Совсем иное положение создавалось там, где религиозные виртуозы объединялись в аскетическую секту, стремящуюся в соответствии с волей бога преобразовать жизнь в миру. Для этого было необходимо: во-первых, высшее благо на пути к спасению не должно носить созерцательный характер, следовательно, не заключается в единении с противостоящим миру вечным надмирным бытием или в мистическом единении с богом с помощью оргиастических или экстатических средств. Ибо такой путь к спасению находится вне повседневной деятельности и по ту сторону реального мира. Во-вторых, в религии должны быть полностью устранены средства магического характера. Ибо и они относятся к деятельности в миру как к чему-то лишь относительно значимому и связывают спасение с не повседневно-рациональными действиями. Полностью достигнуто было расколдование мира и перемещение пути к спасению из созерцательного “бегства от мира” в активное аскетическое его “преобразование” - только в больших церквах и сектах.
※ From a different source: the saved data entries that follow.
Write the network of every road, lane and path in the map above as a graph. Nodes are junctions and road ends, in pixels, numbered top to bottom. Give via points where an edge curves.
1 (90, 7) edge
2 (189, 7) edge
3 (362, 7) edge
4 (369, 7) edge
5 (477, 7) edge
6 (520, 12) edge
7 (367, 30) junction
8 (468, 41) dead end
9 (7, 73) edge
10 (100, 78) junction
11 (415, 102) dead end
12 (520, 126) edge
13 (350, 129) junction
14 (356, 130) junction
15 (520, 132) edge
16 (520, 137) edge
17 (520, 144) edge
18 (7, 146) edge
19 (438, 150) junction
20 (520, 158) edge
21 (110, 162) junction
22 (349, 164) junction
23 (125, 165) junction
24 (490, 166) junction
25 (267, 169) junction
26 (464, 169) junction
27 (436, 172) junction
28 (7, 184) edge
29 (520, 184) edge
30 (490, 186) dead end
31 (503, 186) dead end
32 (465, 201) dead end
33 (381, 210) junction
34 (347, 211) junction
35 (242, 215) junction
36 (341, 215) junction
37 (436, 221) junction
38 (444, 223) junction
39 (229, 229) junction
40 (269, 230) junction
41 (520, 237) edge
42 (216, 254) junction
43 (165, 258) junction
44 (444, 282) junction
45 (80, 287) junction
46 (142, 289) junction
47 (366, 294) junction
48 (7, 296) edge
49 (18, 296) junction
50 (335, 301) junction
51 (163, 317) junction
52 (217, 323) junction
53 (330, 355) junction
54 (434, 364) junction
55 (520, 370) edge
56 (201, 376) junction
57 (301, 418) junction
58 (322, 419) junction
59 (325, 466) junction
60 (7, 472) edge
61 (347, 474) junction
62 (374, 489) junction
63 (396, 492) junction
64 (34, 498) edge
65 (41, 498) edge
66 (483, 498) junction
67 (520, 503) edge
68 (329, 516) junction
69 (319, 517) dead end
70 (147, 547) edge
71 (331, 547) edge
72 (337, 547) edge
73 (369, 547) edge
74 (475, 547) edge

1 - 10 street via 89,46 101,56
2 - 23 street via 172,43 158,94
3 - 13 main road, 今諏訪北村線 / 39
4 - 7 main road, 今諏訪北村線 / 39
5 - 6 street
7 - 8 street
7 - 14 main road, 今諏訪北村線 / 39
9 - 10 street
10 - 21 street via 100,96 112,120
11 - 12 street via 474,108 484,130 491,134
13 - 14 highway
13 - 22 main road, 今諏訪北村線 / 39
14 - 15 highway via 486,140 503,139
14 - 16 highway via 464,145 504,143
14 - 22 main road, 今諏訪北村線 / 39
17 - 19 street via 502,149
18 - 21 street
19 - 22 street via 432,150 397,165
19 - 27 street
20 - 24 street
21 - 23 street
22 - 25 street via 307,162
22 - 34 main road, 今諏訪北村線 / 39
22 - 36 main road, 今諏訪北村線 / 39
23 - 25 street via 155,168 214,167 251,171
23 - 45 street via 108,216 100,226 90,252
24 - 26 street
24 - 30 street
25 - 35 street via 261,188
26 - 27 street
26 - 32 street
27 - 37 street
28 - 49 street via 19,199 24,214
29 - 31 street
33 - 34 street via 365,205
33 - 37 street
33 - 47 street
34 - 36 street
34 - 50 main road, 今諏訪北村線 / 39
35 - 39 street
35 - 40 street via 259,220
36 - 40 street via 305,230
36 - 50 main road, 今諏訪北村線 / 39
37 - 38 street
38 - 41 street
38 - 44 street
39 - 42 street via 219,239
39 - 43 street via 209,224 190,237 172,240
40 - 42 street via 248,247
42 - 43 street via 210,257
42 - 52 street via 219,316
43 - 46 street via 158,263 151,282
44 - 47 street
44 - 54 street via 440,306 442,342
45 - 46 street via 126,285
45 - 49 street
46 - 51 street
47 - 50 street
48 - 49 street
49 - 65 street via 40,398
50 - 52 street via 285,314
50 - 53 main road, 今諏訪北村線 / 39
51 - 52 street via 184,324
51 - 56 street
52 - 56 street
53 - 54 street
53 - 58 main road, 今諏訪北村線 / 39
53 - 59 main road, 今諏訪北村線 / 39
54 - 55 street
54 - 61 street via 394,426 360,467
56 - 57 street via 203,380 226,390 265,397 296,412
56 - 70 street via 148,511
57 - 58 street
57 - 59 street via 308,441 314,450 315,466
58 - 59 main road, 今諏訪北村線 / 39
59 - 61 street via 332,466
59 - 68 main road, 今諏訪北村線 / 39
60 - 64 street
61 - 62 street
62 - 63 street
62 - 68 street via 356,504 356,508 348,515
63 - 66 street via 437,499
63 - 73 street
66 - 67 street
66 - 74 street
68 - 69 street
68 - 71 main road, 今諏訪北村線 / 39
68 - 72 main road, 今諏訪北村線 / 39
Значительную роль в этом играли определенные, исторически обусловленные моменты западного религиозного мышления. Такая мирская аскеза, правда, отвергала мир в том смысле, что она презирала поклонение красоте и величию, мирскую власть и мирской героизм, поскольку они противостояли царству божьему. Однако именно поэтому аскеза не уходила от мира, как того требовало созерцание, но стремилась этически рационализировать мир в соответствии со словом божьим и поэтому оставалась обращенной к миру. Милость божья и избранность человека подтверждались именно в повседневности. Правда, не в повседневности как таковой, а в методически рационализированной повседневной деятельности на службе бога. Рационально поднятая до призвания она стала подтверждением избранности к спасению. Секты религиозных виртуозов Запада создали ферменты для методической рационализации жизненного поведения, в том числе хозяйственной деятельности, а не средства для освобождения от бессмысленности мирской жизни, к которому стремились общины верующих в Азии.
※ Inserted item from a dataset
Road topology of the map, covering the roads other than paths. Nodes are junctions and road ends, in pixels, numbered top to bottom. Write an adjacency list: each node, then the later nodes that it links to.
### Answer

Аналогом сектантов Запада, способствовавших проникновению религии в повседневную жизнь, может служить ислам с его еще более универсальными братствами; и типичный для религии слой был в обоих одинаков — низший слой горожан, в частности ремесленники; но дух этих религий был совершенно различным. По своим внешним признакам многочисленные индуистские общины могут казаться такими же “сектами”, как секты Запада, однако характер спасения и средства его достижения радикально противоположны.
Вопросы для обсуждения
1. Покажите, обращаясь к текстам, что они содержат именно социологическое описание или характеристику религии.
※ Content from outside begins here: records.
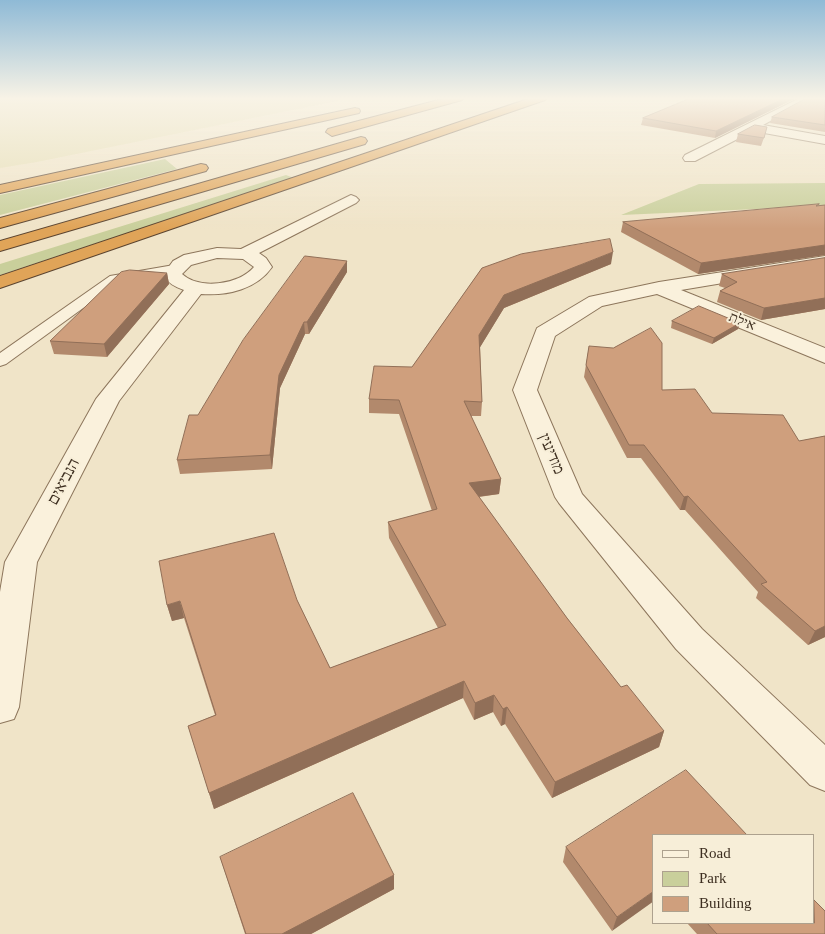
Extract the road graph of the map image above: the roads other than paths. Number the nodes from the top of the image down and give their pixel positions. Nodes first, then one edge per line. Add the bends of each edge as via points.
1 (206, 142) edge
2 (220, 142) edge
3 (358, 142) edge
4 (413, 142) edge
5 (723, 142) edge
6 (690, 158) dead end
7 (218, 163) dead end
8 (0, 178) edge
9 (0, 189) edge
10 (351, 200) dead end
11 (0, 223) edge
12 (0, 246) edge
13 (244, 254) junction
14 (825, 261) edge
15 (174, 269) junction
16 (0, 282) edge
17 (196, 288) junction
18 (659, 288) junction
19 (825, 356) edge
20 (0, 361) edge
21 (11, 563) edge
22 (0, 707) edge
23 (825, 772) edge

1 - 8 highway
2 - 9 highway
3 - 12 highway
4 - 16 highway
5 - 6 street
7 - 11 highway
10 - 13 street
13 - 15 street via 203,255
13 - 17 street via 261,262 263,267 253,279 227,287
14 - 18 street, מודיעין
15 - 17 street via 172,275 176,281
15 - 20 lane via 115,279
17 - 21 street, הנביאים via 108,399
18 - 19 street, אילת
18 - 23 street, מודיעין via 596,301 545,333 525,390 569,497 689,639
21 - 22 street, הנביאים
2. Какие места в текстах Вебера позволяют подтвердить его мысль о том, что связь между религиозной этикой и интересами отдельных слоев иногда интерпретировалась таким образом, будто первая является только “функцией” последних (т.е. интересов отдельных слоев)? Приведите и ваши примеры.
3. Вебер утверждал, что религия спасения, которую возвещал пророк, находила сторонников преимущественно в менее привилегированных социальных слоях, которым она либо полностью заменяла магию, либо рационально ее дополняла. Конкретизируйте этот вывод, рассмотрев различные менее привилегированные слои, не обязательно беднейшие, то есть менее привилегированные в финансово-экономическом положении.
4. Как вы понимаете выражение «существенное неравенство в религиозной квалификации»?
5. Как Вебер связывает религию и рационализацию?